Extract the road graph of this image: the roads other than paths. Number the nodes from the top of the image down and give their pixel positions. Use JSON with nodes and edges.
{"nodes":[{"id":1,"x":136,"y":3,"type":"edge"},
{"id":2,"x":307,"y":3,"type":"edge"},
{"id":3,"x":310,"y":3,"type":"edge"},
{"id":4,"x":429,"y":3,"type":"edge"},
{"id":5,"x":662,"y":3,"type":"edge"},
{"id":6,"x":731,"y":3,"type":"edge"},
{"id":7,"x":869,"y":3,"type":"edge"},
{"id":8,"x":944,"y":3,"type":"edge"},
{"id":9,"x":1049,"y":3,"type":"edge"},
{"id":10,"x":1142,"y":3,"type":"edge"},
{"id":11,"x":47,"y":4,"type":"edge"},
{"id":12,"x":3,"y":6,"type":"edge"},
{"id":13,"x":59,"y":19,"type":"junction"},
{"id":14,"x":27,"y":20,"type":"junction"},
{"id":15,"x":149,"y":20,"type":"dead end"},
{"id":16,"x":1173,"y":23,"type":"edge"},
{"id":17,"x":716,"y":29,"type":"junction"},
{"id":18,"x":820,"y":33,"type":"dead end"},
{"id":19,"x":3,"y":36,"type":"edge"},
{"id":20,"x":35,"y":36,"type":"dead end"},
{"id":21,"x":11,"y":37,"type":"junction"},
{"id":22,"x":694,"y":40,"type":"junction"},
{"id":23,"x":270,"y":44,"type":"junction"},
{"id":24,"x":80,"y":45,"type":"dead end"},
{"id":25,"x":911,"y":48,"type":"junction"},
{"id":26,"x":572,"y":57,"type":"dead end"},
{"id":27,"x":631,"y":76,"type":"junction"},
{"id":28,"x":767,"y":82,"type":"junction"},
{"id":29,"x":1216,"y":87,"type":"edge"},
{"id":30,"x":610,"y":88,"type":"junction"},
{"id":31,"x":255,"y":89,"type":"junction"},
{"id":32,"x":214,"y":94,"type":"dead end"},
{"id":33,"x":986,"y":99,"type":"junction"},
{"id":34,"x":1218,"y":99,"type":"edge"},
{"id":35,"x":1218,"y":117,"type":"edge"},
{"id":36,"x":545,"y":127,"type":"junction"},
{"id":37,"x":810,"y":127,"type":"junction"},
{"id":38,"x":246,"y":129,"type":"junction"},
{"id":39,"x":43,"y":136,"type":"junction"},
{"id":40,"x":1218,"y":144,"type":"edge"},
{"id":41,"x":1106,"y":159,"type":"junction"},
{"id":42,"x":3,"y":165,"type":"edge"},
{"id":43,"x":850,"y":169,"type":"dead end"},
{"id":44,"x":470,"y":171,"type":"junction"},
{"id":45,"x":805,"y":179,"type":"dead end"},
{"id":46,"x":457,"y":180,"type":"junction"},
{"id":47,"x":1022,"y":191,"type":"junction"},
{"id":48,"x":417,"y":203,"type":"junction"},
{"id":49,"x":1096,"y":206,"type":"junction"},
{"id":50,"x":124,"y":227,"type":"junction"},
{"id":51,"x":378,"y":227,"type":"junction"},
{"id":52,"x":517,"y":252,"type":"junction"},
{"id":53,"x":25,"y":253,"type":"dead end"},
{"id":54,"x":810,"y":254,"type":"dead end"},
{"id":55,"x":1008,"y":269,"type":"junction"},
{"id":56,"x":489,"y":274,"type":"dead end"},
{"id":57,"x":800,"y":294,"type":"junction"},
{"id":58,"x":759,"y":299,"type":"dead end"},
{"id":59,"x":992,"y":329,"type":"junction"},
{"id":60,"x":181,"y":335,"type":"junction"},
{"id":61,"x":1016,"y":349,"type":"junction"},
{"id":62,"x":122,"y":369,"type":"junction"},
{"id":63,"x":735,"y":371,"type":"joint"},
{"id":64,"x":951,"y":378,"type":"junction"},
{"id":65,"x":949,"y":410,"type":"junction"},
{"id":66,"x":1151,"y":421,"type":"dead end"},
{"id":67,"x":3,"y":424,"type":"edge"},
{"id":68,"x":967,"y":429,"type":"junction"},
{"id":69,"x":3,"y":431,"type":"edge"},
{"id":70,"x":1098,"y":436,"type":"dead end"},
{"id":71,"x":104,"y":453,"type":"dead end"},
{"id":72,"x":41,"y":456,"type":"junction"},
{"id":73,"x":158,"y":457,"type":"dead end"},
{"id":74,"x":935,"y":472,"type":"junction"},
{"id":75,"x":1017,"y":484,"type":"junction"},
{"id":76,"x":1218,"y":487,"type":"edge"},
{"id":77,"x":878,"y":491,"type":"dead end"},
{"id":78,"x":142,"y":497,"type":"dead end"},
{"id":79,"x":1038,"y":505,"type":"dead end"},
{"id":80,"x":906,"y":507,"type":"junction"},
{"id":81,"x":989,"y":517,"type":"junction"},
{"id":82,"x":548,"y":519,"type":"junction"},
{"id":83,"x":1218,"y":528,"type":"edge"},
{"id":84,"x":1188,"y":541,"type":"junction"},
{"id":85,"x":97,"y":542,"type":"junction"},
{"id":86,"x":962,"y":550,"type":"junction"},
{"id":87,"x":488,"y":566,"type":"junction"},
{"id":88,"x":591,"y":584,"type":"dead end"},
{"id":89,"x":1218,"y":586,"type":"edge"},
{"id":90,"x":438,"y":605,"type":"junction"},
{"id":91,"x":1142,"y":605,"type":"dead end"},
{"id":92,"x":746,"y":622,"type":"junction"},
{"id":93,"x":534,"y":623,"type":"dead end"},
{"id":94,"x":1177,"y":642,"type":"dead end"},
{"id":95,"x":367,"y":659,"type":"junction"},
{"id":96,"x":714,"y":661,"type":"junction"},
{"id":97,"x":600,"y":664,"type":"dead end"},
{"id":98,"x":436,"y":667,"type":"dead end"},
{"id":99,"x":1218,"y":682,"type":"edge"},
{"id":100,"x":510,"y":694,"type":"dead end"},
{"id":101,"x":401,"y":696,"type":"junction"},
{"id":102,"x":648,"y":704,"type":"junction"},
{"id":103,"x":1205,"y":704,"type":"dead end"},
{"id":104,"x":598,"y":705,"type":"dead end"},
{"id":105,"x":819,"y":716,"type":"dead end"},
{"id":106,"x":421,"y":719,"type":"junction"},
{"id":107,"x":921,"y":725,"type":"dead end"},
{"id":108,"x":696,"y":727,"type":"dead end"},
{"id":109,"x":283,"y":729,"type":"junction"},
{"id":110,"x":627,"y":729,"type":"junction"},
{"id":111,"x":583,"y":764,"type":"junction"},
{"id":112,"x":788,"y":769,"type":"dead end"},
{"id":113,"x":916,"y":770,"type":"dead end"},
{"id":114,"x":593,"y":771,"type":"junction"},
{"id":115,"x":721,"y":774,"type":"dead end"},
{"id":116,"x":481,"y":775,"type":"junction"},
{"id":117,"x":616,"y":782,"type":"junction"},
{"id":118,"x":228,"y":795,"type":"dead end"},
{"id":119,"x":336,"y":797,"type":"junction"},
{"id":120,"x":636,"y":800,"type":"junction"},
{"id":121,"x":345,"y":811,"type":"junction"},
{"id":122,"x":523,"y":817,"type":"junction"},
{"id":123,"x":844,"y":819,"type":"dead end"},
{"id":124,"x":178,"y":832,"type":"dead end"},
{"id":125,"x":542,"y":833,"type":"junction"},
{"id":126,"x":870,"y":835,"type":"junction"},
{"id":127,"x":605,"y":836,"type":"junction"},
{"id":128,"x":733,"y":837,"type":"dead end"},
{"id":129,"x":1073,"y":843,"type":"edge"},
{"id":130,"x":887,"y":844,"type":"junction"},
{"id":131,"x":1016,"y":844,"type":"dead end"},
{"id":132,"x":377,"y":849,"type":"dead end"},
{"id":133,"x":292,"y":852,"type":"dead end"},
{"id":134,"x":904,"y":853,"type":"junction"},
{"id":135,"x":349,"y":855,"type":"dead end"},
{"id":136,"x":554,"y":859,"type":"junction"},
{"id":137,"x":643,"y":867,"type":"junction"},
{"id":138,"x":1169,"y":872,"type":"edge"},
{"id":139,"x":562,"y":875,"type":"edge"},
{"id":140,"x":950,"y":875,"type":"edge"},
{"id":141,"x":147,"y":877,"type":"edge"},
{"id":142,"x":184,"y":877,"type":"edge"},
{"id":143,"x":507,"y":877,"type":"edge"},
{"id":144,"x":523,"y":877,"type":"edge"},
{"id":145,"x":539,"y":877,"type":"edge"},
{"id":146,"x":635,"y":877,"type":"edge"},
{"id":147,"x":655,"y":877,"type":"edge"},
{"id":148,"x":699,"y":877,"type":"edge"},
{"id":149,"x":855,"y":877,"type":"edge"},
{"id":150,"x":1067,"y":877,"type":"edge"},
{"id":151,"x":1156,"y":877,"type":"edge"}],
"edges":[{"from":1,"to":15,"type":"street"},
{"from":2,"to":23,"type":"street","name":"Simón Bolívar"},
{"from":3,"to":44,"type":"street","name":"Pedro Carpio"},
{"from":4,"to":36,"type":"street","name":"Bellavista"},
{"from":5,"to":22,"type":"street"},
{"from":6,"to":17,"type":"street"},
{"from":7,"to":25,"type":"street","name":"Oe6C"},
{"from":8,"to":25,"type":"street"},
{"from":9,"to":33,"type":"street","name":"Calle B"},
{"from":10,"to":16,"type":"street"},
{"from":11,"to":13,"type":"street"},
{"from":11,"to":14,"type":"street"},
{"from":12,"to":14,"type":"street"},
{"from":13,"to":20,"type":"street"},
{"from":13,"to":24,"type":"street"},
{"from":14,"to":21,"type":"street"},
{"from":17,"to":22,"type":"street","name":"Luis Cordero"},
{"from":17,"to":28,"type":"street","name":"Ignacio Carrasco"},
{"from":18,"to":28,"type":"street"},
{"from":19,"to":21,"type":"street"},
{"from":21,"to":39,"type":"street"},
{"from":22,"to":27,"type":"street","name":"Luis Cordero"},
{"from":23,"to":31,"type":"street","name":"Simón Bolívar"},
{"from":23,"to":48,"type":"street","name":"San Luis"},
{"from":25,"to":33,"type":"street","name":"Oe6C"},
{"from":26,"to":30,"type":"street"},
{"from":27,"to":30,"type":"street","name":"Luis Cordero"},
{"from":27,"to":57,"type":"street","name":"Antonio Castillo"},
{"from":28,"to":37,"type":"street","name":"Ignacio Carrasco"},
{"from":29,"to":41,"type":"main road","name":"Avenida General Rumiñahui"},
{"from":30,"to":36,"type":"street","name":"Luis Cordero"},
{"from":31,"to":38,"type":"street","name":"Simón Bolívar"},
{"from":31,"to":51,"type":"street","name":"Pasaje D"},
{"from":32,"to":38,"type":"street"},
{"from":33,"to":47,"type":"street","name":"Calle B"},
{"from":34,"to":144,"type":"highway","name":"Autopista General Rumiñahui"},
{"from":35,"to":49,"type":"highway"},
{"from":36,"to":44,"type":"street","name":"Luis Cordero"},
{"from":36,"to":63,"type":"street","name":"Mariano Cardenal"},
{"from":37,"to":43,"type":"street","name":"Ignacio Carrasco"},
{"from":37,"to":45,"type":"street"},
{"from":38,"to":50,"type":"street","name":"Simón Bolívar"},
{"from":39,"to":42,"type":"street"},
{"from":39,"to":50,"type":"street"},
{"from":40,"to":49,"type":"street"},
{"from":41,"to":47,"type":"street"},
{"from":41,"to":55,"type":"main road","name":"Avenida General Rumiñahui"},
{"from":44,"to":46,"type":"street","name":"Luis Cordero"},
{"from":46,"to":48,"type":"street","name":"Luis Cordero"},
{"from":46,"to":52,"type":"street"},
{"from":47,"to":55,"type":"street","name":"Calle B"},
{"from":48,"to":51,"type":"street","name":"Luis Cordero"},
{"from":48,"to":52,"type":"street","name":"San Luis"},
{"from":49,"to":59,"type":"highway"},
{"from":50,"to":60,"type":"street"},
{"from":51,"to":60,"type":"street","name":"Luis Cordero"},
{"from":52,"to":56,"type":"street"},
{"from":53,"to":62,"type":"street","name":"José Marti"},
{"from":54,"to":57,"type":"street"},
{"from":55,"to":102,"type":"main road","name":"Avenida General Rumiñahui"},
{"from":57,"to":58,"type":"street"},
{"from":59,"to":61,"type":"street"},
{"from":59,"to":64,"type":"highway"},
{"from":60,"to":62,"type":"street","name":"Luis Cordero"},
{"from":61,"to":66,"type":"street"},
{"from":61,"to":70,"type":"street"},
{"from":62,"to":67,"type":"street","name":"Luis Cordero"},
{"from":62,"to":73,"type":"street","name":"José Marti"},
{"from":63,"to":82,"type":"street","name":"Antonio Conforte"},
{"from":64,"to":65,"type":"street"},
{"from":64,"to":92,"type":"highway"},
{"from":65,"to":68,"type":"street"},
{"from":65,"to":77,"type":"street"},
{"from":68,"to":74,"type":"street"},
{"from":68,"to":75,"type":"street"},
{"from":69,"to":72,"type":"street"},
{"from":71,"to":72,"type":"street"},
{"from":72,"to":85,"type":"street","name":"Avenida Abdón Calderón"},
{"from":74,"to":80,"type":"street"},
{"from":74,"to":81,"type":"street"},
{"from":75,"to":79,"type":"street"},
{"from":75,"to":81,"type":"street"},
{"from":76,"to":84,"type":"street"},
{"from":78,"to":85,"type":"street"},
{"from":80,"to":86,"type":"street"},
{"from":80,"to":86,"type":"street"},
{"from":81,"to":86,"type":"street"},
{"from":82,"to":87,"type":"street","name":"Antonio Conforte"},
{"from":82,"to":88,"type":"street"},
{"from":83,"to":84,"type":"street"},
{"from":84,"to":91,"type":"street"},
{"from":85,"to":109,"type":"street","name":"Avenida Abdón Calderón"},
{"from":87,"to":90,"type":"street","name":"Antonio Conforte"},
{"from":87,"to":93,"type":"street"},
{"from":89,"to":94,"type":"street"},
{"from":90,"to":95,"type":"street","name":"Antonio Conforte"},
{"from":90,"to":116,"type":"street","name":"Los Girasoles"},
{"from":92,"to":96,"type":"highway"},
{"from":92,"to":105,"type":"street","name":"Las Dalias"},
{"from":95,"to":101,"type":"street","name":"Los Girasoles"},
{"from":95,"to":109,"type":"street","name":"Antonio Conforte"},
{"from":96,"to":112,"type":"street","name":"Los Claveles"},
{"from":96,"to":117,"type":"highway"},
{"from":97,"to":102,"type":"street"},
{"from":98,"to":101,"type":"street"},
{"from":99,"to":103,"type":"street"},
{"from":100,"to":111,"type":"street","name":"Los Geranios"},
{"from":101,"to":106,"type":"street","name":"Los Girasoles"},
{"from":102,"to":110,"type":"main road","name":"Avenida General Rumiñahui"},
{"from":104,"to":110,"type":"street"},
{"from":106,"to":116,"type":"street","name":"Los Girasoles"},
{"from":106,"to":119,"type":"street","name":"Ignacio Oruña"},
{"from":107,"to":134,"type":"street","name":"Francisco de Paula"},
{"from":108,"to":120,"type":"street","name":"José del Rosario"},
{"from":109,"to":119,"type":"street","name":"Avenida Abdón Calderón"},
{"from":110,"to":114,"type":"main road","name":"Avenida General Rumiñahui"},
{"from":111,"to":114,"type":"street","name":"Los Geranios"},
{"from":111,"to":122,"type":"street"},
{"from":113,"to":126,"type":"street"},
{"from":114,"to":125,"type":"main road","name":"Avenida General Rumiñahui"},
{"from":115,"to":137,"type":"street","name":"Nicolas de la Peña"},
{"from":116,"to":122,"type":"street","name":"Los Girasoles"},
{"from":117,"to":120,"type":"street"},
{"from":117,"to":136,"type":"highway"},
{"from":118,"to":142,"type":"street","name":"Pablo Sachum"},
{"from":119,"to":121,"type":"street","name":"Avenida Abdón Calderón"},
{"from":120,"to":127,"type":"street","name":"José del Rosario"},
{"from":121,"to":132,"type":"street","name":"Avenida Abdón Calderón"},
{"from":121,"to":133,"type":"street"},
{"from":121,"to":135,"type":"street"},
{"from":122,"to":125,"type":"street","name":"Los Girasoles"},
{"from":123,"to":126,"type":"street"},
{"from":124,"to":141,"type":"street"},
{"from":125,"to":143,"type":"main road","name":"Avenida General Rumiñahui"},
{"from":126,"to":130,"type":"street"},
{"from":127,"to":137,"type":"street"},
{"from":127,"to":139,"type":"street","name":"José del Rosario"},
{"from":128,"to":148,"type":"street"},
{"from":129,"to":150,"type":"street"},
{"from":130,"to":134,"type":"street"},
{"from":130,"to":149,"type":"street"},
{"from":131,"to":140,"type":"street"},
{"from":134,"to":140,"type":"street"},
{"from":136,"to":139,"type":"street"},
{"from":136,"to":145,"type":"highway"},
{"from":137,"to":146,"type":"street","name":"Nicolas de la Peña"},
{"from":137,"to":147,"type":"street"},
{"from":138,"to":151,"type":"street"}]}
━━━━━━━━━━
● Exercise goal:
Say how many lines in the data include the string "Carrasco", giving the number alone.

● Exercise result:
3